Provided information:

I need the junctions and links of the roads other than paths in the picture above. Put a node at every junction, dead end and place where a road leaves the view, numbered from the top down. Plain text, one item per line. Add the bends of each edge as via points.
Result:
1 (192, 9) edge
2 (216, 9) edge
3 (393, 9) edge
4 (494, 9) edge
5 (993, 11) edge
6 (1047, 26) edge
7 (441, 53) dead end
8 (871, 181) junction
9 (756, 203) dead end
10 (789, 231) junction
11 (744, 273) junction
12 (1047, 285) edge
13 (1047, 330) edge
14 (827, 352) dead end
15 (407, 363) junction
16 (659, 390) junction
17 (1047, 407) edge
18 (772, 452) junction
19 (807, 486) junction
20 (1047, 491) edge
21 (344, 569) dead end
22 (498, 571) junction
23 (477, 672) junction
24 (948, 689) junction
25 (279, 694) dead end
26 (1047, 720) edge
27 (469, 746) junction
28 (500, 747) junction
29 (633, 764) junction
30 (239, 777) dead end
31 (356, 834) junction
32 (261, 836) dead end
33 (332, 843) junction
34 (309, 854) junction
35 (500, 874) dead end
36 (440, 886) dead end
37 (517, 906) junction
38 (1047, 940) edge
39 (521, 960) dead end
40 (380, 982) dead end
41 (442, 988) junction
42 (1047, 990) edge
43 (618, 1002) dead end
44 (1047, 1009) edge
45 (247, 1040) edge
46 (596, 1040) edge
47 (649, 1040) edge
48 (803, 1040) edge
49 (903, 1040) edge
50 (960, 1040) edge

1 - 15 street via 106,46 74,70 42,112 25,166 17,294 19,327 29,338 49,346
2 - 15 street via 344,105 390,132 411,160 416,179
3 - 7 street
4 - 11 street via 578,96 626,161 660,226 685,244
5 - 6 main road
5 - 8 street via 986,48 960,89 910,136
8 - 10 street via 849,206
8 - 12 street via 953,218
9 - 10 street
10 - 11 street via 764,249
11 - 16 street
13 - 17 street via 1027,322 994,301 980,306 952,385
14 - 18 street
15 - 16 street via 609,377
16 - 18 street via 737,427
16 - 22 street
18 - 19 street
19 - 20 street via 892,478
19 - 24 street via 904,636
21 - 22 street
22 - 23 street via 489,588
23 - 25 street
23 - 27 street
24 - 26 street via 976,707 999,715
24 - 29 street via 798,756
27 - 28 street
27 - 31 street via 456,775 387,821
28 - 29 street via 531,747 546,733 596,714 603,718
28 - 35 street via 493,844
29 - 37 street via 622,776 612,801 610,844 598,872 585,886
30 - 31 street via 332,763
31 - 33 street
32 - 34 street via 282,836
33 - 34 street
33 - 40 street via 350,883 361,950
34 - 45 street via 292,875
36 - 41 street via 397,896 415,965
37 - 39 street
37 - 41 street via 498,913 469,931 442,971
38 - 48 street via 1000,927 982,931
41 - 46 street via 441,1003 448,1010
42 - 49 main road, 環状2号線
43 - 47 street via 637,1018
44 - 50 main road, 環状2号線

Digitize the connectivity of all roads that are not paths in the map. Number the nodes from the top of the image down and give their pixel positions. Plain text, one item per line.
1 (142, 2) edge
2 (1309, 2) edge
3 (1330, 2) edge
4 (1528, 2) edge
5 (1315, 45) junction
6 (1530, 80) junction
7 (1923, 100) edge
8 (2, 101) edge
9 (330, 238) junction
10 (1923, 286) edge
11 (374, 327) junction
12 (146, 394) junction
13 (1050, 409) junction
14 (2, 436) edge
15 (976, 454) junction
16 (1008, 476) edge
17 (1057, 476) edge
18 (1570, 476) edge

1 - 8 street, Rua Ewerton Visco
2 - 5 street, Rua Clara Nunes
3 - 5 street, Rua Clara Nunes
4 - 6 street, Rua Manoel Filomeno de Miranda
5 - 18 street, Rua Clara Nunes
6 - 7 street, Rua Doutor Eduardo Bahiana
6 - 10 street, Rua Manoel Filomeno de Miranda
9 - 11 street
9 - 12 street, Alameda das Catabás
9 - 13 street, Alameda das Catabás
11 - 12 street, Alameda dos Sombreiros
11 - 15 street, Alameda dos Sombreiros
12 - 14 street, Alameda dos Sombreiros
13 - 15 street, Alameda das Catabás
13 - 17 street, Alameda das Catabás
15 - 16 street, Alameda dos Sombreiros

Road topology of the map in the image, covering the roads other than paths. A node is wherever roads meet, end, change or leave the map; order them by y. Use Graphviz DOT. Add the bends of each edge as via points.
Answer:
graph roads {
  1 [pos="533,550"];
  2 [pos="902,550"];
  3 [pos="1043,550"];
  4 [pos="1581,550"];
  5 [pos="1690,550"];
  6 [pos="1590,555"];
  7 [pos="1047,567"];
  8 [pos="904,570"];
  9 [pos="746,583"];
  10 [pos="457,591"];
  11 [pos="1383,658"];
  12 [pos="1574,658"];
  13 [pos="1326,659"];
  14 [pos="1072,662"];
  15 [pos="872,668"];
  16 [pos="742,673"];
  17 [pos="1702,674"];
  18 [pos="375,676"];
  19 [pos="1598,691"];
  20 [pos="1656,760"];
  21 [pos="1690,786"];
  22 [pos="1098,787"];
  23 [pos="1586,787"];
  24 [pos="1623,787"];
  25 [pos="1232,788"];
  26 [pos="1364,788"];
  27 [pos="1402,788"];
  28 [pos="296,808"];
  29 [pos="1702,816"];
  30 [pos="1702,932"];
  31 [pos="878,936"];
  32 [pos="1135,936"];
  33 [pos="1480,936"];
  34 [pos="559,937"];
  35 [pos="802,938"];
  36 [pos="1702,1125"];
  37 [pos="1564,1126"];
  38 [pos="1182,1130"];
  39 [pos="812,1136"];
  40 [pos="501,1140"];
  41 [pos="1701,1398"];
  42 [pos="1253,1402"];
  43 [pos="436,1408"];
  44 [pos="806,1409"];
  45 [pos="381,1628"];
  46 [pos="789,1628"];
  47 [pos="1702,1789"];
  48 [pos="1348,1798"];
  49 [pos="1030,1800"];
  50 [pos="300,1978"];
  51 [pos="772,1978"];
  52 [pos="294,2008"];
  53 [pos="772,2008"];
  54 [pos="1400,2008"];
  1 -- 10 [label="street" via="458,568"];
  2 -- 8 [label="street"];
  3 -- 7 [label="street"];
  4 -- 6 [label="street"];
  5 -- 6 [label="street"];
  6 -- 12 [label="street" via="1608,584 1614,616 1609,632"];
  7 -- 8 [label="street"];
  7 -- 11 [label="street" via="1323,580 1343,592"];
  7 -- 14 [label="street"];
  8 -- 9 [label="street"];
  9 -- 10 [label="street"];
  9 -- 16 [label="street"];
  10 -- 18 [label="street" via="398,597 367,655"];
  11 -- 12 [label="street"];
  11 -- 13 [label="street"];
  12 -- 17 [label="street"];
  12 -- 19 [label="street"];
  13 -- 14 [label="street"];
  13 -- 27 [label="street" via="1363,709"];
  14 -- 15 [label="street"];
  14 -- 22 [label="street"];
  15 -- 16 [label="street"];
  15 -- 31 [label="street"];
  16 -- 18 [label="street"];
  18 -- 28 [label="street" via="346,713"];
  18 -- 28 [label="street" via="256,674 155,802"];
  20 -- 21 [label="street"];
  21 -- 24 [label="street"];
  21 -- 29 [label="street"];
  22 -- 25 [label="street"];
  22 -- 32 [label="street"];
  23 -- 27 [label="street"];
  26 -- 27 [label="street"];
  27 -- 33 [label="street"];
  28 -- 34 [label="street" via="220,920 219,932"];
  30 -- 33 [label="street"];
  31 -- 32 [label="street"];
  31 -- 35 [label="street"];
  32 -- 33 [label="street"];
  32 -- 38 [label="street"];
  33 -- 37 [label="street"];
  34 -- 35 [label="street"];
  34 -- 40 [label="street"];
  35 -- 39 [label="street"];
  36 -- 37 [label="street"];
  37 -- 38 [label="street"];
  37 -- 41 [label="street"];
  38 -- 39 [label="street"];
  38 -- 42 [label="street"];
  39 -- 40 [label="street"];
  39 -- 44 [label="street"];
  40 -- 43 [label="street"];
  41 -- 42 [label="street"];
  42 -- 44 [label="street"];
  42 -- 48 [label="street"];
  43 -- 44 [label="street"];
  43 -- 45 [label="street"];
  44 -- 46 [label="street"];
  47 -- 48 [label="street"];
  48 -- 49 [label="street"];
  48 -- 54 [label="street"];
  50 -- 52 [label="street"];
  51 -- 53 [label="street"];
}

Exercise: Each line of the listing that includes the word "Filomeno" should be copied out.

Written solution:
4 - 6 street, Rua Manoel Filomeno de Miranda
6 - 10 street, Rua Manoel Filomeno de Miranda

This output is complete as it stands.